I started my first real conlang when I was eleven. A friend had a present
album with Tarzan comics which contained a Mangani-Swedish word list, and I
realized that you actually could make up a language for fictional purposes.
I already had my own fantasy world, because since I was physically disabled
I played inside my head a lot. I soon had two or three conlangs going. They
were really just naming languages but each of them had its own phonotactic
profile (although I hadn't freed my self of a Swedish/German phoneme
inventory).

About a year later my teacher read The Hobbit aloud to my class and when I
told a friend of my parents about it she lent me The Lord of the Rings and
soon also dispelled my first impression that the Sindarin names were from a
natlang. I briskly went on conlanging and worldbuilding for a couple of
years before my parents decided that it took to much of my time and energy
and put a ban on these activities and on fantastic literature. I complied
because I had gathered that they feared that it wasn't quite sane, and that
fear was transplanted on myself.

I managed to be allowed to take a languages-oriented secondary school
program and got an Esperantist as French and Latin teacher, who also taught
a class called "international vocabulary study" — you can imagine what he
used it for! Since I showed an interest he revealed not only that there was
also Interlingua, but also his own auxlang, and his French spelling reform
scheme. So I started auxlanging and developed an interest in historical
linguistics, which for better or worse influenced my choices when starting
university. In the mid nineties I got internet access at my university and
one of the first things I did was entering "Elvish" and "artificial
languages" in the search engine of the day. Thus I found this list and have
stayed around ever since. Back then the auxlang list had not split off yet
but luckily I rediscovered artlanging and eventually gave up auxlanging. I
used to produce a couple of more or less developed conlang sketches every
year, but nowadays my tempo has slowed down considerably, not least because
I've grown more and more self critical and raised my demands on naturalism
over the years.

Den 5 feb 2018 11:02 skrev "Christophe Grandsire-Koevoets" <
[log in to unmask]>:

> I think I mentioned my story various times in the past. There's nothing
> particularly special about it, in fact, as many people have mentioned in
> their stories already, it pretty much started in a fit of teenage arrogance
> of the "if ... could do it, I can probably do it better" :).
>
> In my case, it started during Latin classes when I was about 13 years old.

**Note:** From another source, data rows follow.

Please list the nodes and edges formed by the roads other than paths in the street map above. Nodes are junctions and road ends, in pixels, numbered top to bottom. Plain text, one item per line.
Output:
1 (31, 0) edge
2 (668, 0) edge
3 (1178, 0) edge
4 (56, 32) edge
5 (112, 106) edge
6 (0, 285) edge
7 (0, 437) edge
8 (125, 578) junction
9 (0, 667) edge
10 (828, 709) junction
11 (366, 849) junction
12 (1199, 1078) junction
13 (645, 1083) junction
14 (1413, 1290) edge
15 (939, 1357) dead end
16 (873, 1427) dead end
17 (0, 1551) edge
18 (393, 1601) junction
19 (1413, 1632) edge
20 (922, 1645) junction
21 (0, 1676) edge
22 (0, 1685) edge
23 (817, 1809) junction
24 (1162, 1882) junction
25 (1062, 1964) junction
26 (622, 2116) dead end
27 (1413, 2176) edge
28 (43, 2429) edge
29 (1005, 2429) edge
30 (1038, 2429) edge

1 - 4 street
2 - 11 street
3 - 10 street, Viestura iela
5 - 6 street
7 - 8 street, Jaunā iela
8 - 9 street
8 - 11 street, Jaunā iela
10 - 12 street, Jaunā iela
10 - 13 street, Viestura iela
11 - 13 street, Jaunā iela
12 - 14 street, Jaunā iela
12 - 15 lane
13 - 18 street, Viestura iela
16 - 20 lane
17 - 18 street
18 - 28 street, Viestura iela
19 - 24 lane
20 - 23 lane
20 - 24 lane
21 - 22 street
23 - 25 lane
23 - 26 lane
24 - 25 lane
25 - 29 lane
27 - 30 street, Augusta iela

> I really enjoyed Latin, whose structure was unlike any language I'd known
> about until then (at that time, I'd only been exposed to French, English
> and Spanish. The idea that you could change the ending of words to show
> function in the sentence was completely novel to me, as was the idea that
> the order of words wasn't set in stone). I loved reading through my Latin
> grammar book (even the stuff we'd not studied in class yet) and I was quite
> good at the exercises we got in class. The result was that I got bored
> easily during Latin classes, as the stuff we were going through was all
> stuff I already knew, and we were given far too much time to do the
> exercises than what I needed. So I had a lot of free times on my hands.
>
> One day, I somehow got wind that someone had created a language. Not sure
> where I got that information. Might be on TV, might be something I'd read,
> but basically I came to know about Esperanto. *About*, as apart from the
> name of the language, its goal, and the fact that it had been invented by a
> single person, I knew absolutely nothing about it. I just knew it existed.

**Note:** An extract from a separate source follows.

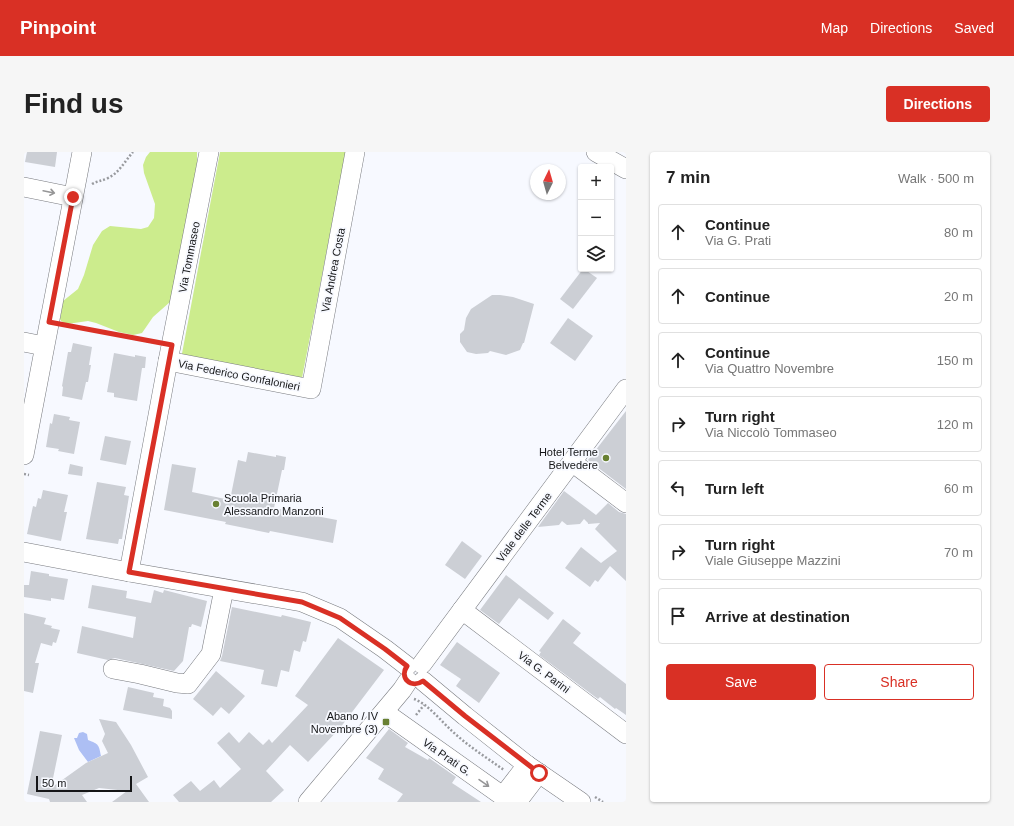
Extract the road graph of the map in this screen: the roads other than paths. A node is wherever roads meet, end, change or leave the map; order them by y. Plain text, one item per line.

> While I was pondering that during one of my Latin classes, I suddenly
> thought that if someone could create a language for international
> communication, I could probably do it myself as well, and better at that.

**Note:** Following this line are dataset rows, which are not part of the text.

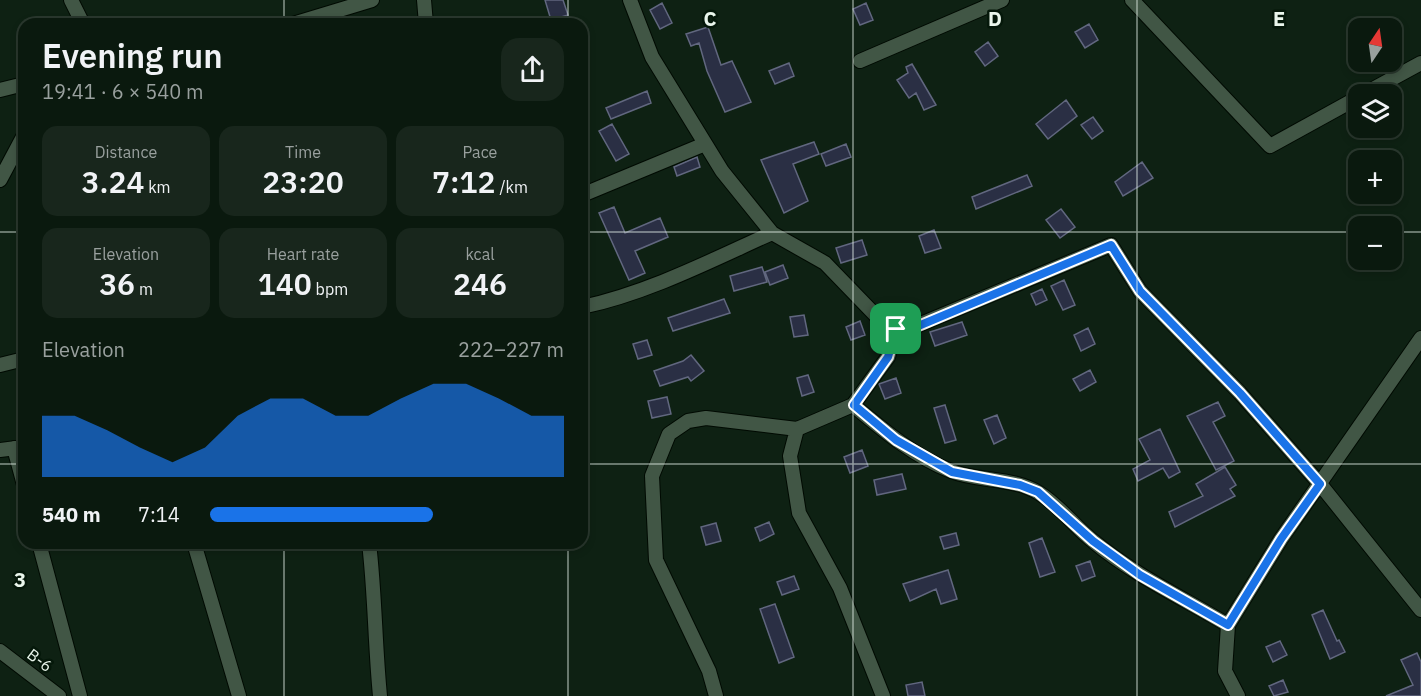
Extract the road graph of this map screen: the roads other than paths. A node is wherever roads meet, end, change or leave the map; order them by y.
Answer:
1 (71, 0) edge
2 (372, 0) edge
3 (424, 0) edge
4 (630, 0) edge
5 (1002, 0) edge
6 (1132, 0) edge
7 (80, 18) edge
8 (313, 18) edge
9 (426, 18) edge
10 (860, 61) dead end
11 (1421, 63) edge
12 (1382, 84) edge
13 (18, 86) edge
14 (0, 90) edge
15 (1348, 103) edge
16 (705, 144) junction
17 (18, 146) edge
18 (0, 180) edge
19 (588, 193) edge
20 (772, 233) junction
21 (588, 306) edge
22 (896, 329) junction
23 (1421, 338) edge
24 (18, 360) edge
25 (0, 364) edge
26 (854, 405) junction
27 (797, 429) junction
28 (13, 448) edge
29 (18, 465) edge
30 (1320, 484) junction
31 (41, 549) edge
32 (196, 549) edge
33 (370, 549) edge
34 (1421, 610) edge
35 (1228, 625) junction
36 (0, 651) edge
37 (59, 696) edge
38 (80, 696) edge
39 (239, 696) edge
40 (380, 696) edge
41 (716, 696) edge
42 (883, 696) edge
43 (1238, 696) edge

1 - 7 street
2 - 8 street
3 - 9 street
4 - 16 street
5 - 10 street
6 - 15 street
11 - 12 street
13 - 14 street
16 - 19 street
16 - 20 street
17 - 18 street
20 - 21 street
20 - 22 street
22 - 26 street
22 - 30 street
23 - 30 street
24 - 25 street
26 - 27 street
26 - 35 street
27 - 41 street
27 - 42 street
28 - 29 street
30 - 34 street
30 - 35 street
31 - 38 street
32 - 39 street
33 - 40 street
35 - 43 street
36 - 37 street, B-6

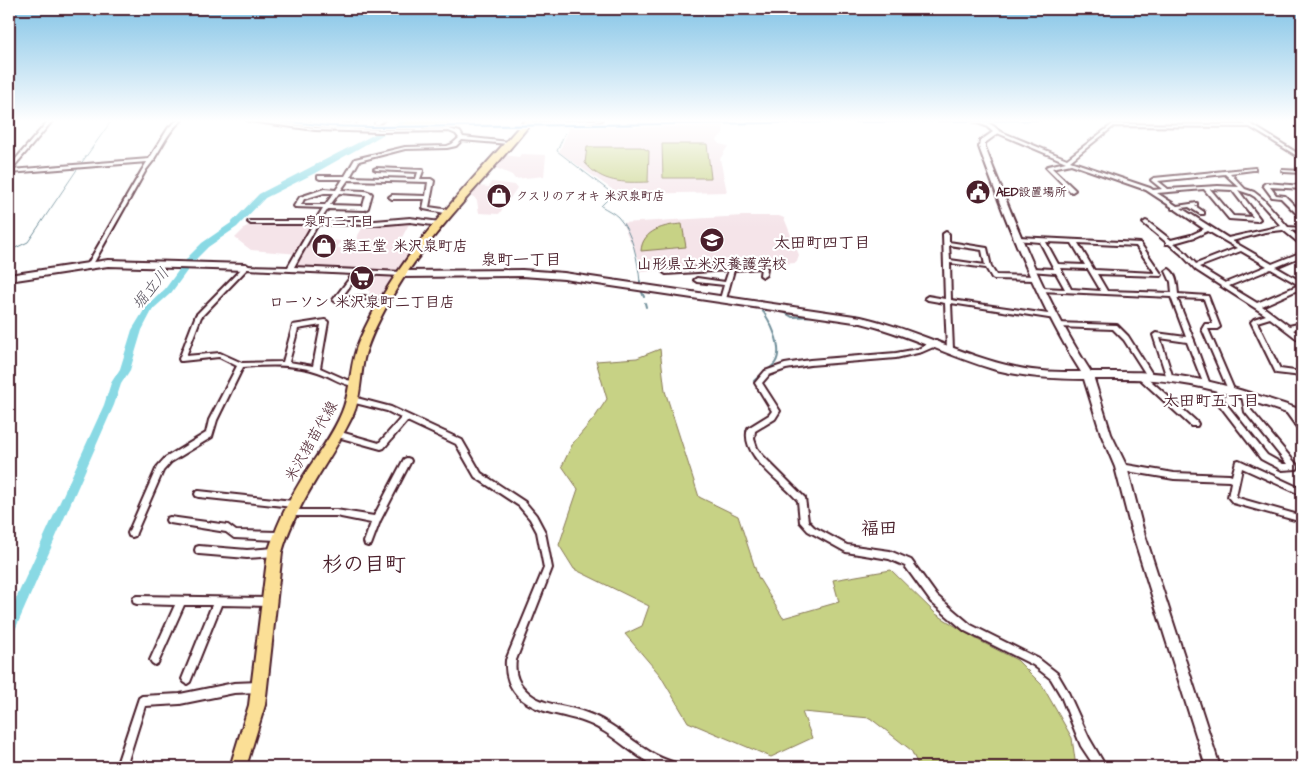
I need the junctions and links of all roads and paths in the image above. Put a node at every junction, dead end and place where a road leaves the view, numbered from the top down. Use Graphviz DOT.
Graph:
graph roads {
  1 [pos="21,156"];
  2 [pos="155,156"];
  3 [pos="372,156"];
  4 [pos="498,156"];
  5 [pos="985,156"];
  6 [pos="1055,156"];
  7 [pos="1076,156"];
  8 [pos="153,160"];
  9 [pos="1069,162"];
  10 [pos="376,169"];
  11 [pos="1253,170"];
  12 [pos="9,171"];
  13 [pos="1284,171"];
  14 [pos="1226,172"];
  15 [pos="1302,172"];
  16 [pos="320,177"];
  17 [pos="348,177"];
  18 [pos="1182,177"];
  19 [pos="418,179"];
  20 [pos="1302,187"];
  21 [pos="1192,188"];
  22 [pos="1206,188"];
  23 [pos="1234,189"];
  24 [pos="1243,189"];
  25 [pos="1072,190"];
  26 [pos="1167,191"];
  27 [pos="339,192"];
  28 [pos="1151,192"];
  29 [pos="392,197"];
  30 [pos="428,198"];
  31 [pos="329,207"];
  32 [pos="1174,208"];
  33 [pos="450,212"];
  34 [pos="1202,213"];
  35 [pos="1302,216"];
  36 [pos="251,222"];
  37 [pos="317,222"];
  38 [pos="1146,223"];
  39 [pos="440,224"];
  40 [pos="1284,227"];
  41 [pos="1208,229"];
  42 [pos="1302,230"];
  43 [pos="946,234"];
  44 [pos="1018,239"];
  45 [pos="1042,240"];
  46 [pos="1227,240"];
  47 [pos="1074,241"];
  48 [pos="947,243"];
  49 [pos="1168,243"];
  50 [pos="1302,243"];
  51 [pos="1241,249"];
  52 [pos="1302,254"];
  53 [pos="947,261"];
  54 [pos="90,265"];
  55 [pos="1195,266"];
  56 [pos="1271,266"];
  57 [pos="246,267"];
  58 [pos="988,267"];
  59 [pos="732,268"];
  60 [pos="1057,268"];
  61 [pos="290,269"];
  62 [pos="1090,270"];
  63 [pos="1169,271"];
  64 [pos="357,272"];
  65 [pos="666,272"];
  66 [pos="402,274"];
  67 [pos="1034,274"];
  68 [pos="763,275"];
  69 [pos="9,278"];
  70 [pos="697,280"];
  71 [pos="727,284"];
  72 [pos="1302,285"];
  73 [pos="1224,286"];
  74 [pos="1042,290"];
  75 [pos="1069,291"];
  76 [pos="1105,293"];
  77 [pos="1174,296"];
  78 [pos="365,298"];
  79 [pos="928,298"];
  80 [pos="723,299"];
  81 [pos="949,302"];
  82 [pos="1256,306"];
  83 [pos="1271,316"];
  84 [pos="1056,321"];
  85 [pos="1302,325"];
  86 [pos="1288,329"];
  87 [pos="1302,339"];
  88 [pos="1191,340"];
  89 [pos="936,344"];
  90 [pos="950,349"];
  91 [pos="241,365"];
  92 [pos="285,365"];
  93 [pos="316,369"];
  94 [pos="1302,374"];
  95 [pos="1088,376"];
  96 [pos="1146,377"];
  97 [pos="1170,378"];
  98 [pos="355,384"];
  99 [pos="1207,385"];
  100 [pos="1219,389"];
  101 [pos="1232,392"];
  102 [pos="1245,396"];
  103 [pos="353,400"];
  104 [pos="1288,410"];
  105 [pos="1302,414"];
  106 [pos="406,417"];
  107 [pos="1194,424"];
  108 [pos="1302,428"];
  109 [pos="336,434"];
  110 [pos="407,461"];
  111 [pos="1122,468"];
  112 [pos="1234,480"];
  113 [pos="1302,492"];
  114 [pos="198,494"];
  115 [pos="290,508"];
  116 [pos="1302,519"];
  117 [pos="170,520"];
  118 [pos="376,520"];
  119 [pos="132,533"];
  120 [pos="278,536"];
  121 [pos="368,542"];
  122 [pos="199,550"];
  123 [pos="275,552"];
  124 [pos="137,600"];
  125 [pos="182,600"];
  126 [pos="218,601"];
  127 [pos="269,602"];
  128 [pos="155,660"];
  129 [pos="187,678"];
  130 [pos="260,687"];
  131 [pos="122,767"];
  132 [pos="238,767"];
  133 [pos="671,767"];
  134 [pos="1101,767"];
  135 [pos="1213,767"];
  1 -- 12 [label="street"];
  2 -- 8 [label="street"];
  3 -- 17 [label="street"];
  4 -- 33 [label="main road, 米沢猪苗代線"];
  5 -- 44 [label="street"];
  6 -- 9 [label="street"];
  7 -- 9 [label="street"];
  8 -- 12 [label="street"];
  8 -- 54 [label="street"];
  9 -- 25 [label="street"];
  9 -- 28 [label="street"];
  10 -- 19 [label="street"];
  11 -- 14 [label="street"];
  13 -- 15 [label="street"];
  14 -- 18 [label="street"];
  14 -- 24 [label="street"];
  16 -- 17 [label="street"];
  17 -- 19 [label="street"];
  17 -- 27 [label="street"];
  18 -- 21 [label="street"];
  18 -- 26 [label="street"];
  19 -- 30 [label="street"];
  20 -- 35 [label="street"];
  21 -- 22 [label="street"];
  21 -- 26 [label="street"];
  22 -- 23 [label="street"];
  22 -- 23 [label="street"];
  23 -- 24 [label="street"];
  24 -- 40 [label="street"];
  26 -- 28 [label="street"];
  27 -- 31 [label="street"];
  27 -- 31 [label="street"];
  27 -- 31 [label="street"];
  28 -- 32 [label="street"];
  29 -- 30 [label="street"];
  30 -- 33 [label="street"];
  31 -- 37 [label="street"];
  32 -- 34 [label="street"];
  32 -- 41 [label="street"];
  33 -- 39 [label="main road, 米沢猪苗代線"];
  36 -- 37 [label="street"];
  37 -- 39 [label="street"];
  37 -- 61 [label="street"];
  38 -- 49 [label="street"];
  39 -- 66 [label="main road, 米沢猪苗代線"];
  40 -- 42 [label="street"];
  40 -- 46 [label="street"];
  40 -- 50 [label="street"];
  41 -- 46 [label="street"];
  41 -- 49 [label="street"];
  43 -- 48 [label="street"];
  44 -- 45 [label="street"];
  44 -- 67 [label="street"];
  45 -- 47 [label="street"];
  45 -- 60 [label="street"];
  46 -- 51 [label="street"];
  47 -- 62 [label="street"];
  47 -- 62 [label="street"];
  48 -- 53 [label="street"];
  48 -- 58 [label="street"];
  49 -- 55 [label="street"];
  51 -- 55 [label="street"];
  51 -- 56 [label="street"];
  52 -- 56 [label="street"];
  53 -- 58 [label="street"];
  53 -- 81 [label="street"];
  54 -- 57 [label="street"];
  54 -- 69 [label="street"];
  55 -- 73 [label="street"];
  56 -- 72 [label="street"];
  56 -- 73 [label="street"];
  57 -- 61 [label="street"];
  57 -- 91 [label="street"];
  58 -- 67 [label="street"];
  59 -- 65 [label="street"];
  59 -- 68 [label="street"];
  59 -- 71 [label="street"];
  60 -- 62 [label="street"];
  60 -- 67 [label="street"];
  60 -- 75 [label="street"];
  61 -- 64 [label="street"];
  62 -- 76 [label="street"];
  63 -- 77 [label="street"];
  64 -- 66 [label="street"];
  64 -- 78 [label="street"];
  66 -- 80 [label="street"];
  66 -- 98 [label="main road, 米沢猪苗代線"];
  67 -- 74 [label="street"];
  70 -- 71 [label="street"];
  71 -- 80 [label="street"];
  72 -- 82 [label="street"];
  73 -- 82 [label="street"];
  74 -- 75 [label="street"];
  74 -- 84 [label="street"];
  75 -- 76 [label="street"];
  76 -- 77 [label="street"];
  77 -- 88 [label="street"];
  77 -- 101 [label="street"];
  79 -- 81 [label="street"];
  80 -- 89 [label="street"];
  81 -- 84 [label="street"];
  81 -- 90 [label="street"];
  82 -- 83 [label="street"];
  83 -- 86 [label="street"];
  83 -- 94 [label="street"];
  84 -- 95 [label="street"];
  84 -- 96 [label="street"];
  85 -- 86 [label="street"];
  86 -- 87 [label="street"];
  88 -- 97 [label="street"];
  88 -- 99 [label="street"];
  89 -- 90 [label="street"];
  89 -- 134 [label="street"];
  90 -- 95 [label="street"];
  91 -- 92 [label="street"];
  91 -- 119 [label="street"];
  92 -- 93 [label="street"];
  92 -- 93 [label="street"];
  93 -- 98 [label="street"];
  95 -- 96 [label="street"];
  95 -- 111 [label="street"];
  96 -- 97 [label="street"];
  96 -- 107 [label="street"];
  97 -- 99 [label="street"];
  98 -- 103 [label="main road, 米沢猪苗代線"];
  99 -- 100 [label="street"];
  100 -- 101 [label="street"];
  100 -- 102 [label="street"];
  101 -- 102 [label="street"];
  102 -- 104 [label="street"];
  103 -- 106 [label="street"];
  103 -- 109 [label="main road, 米沢猪苗代線"];
  104 -- 105 [label="street"];
  104 -- 108 [label="street"];
  106 -- 109 [label="street"];
  106 -- 133 [label="street"];
  109 -- 115 [label="main road, 米沢猪苗代線"];
  110 -- 118 [label="street"];
  111 -- 112 [label="street"];
  111 -- 135 [label="street"];
  112 -- 113 [label="street"];
  112 -- 116 [label="street"];
  114 -- 115 [label="street"];
  115 -- 118 [label="street"];
  115 -- 120 [label="main road, 米沢猪苗代線"];
  117 -- 120 [label="street"];
  118 -- 121 [label="street"];
  120 -- 123 [label="main road, 米沢猪苗代線"];
  122 -- 123 [label="street"];
  123 -- 127 [label="main road, 米沢猪苗代線"];
  124 -- 125 [label="street"];
  125 -- 126 [label="street"];
  125 -- 128 [label="street"];
  126 -- 127 [label="street"];
  126 -- 129 [label="street"];
  127 -- 130 [label="main road, 米沢猪苗代線"];
  130 -- 131 [label="street"];
  130 -- 132 [label="main road, 米沢猪苗代線"];
}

> Also, Latin was such a great language, it was obvious that I should base
> that language on Latin grammar. However, clearly I couldn't keep the Latin
> words as they were. First, Latin grammar was great but still full of
> idiosyncrasies and irregularities (the fact that the declensions and the
> genders didn't match definitely couldn't do in an IAL). Second, using Latin
> words would give an undue advantage to speakers of Romance languages when
> learning the language. So I needed to regularise Latin grammar, and replace
> all the words with a priori creations, so that they would be equally easy
> (or hard, whatever you want to call it) to learn for everyone!
>
> And that's how I went out to create my first language, right there during
> Latin class. The first draft was quickly replaced by a second draft, then a
> third, then I started learning about different languages and take
> inspiration from them, while I quickly left the pretence that my languages
> were meant for international communication. I started conlanging for
> conlanging's sake (although i didn't know that word at the time).
>
> When I was 16, I started working on Moten, one of the languages I still
> keep developing nowadays (25 years later!), but I've never stopped created
> new languages (although they rarely move away from the draft stage.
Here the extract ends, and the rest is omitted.